*** Data provided ***

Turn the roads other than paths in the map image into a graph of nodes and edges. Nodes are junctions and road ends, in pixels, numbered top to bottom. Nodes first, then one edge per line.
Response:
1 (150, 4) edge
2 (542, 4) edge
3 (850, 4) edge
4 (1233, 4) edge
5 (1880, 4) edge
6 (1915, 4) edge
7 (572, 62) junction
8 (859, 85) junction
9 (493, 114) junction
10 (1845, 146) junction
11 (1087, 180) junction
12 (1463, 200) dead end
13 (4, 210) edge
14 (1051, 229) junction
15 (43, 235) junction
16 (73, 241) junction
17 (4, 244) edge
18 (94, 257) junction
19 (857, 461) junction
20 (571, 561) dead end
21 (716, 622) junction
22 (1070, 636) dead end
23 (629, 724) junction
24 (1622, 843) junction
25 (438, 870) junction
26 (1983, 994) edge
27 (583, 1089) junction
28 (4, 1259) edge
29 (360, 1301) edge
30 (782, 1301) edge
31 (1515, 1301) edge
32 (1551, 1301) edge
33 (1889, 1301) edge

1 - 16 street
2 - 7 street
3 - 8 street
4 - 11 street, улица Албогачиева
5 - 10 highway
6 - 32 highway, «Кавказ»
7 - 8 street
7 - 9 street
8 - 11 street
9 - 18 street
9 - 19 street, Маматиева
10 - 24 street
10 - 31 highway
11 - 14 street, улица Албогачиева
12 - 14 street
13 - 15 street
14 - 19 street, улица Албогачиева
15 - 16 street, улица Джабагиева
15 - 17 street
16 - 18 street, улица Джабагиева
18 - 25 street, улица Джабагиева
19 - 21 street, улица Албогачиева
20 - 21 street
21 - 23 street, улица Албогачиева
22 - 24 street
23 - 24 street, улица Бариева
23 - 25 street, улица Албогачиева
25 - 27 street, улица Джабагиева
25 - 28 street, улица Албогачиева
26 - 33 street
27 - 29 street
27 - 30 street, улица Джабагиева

*** End of Data provided ***

- **Task item**
Extract, word for word, each line of the listing above.

- **Task answer**
Turn the roads other than paths in the map image into a graph of nodes and edges. Nodes are junctions and road ends, in pixels, numbered top to bottom. Nodes first, then one edge per line.
Response:
1 (150, 4) edge
2 (542, 4) edge
3 (850, 4) edge
4 (1233, 4) edge
5 (1880, 4) edge
6 (1915, 4) edge
7 (572, 62) junction
8 (859, 85) junction
9 (493, 114) junction
10 (1845, 146) junction
11 (1087, 180) junction
12 (1463, 200) dead end
13 (4, 210) edge
14 (1051, 229) junction
15 (43, 235) junction
16 (73, 241) junction
17 (4, 244) edge
18 (94, 257) junction
19 (857, 461) junction
20 (571, 561) dead end
21 (716, 622) junction
22 (1070, 636) dead end
23 (629, 724) junction
24 (1622, 843) junction
25 (438, 870) junction
26 (1983, 994) edge
27 (583, 1089) junction
28 (4, 1259) edge
29 (360, 1301) edge
30 (782, 1301) edge
31 (1515, 1301) edge
32 (1551, 1301) edge
33 (1889, 1301) edge

1 - 16 street
2 - 7 street
3 - 8 street
4 - 11 street, улица Албогачиева
5 - 10 highway
6 - 32 highway, «Кавказ»
7 - 8 street
7 - 9 street
8 - 11 street
9 - 18 street
9 - 19 street, Маматиева
10 - 24 street
10 - 31 highway
11 - 14 street, улица Албогачиева
12 - 14 street
13 - 15 street
14 - 19 street, улица Албогачиева
15 - 16 street, улица Джабагиева
15 - 17 street
16 - 18 street, улица Джабагиева
18 - 25 street, улица Джабагиева
19 - 21 street, улица Албогачиева
20 - 21 street
21 - 23 street, улица Албогачиева
22 - 24 street
23 - 24 street, улица Бариева
23 - 25 street, улица Албогачиева
25 - 27 street, улица Джабагиева
25 - 28 street, улица Албогачиева
26 - 33 street
27 - 29 street
27 - 30 street, улица Джабагиева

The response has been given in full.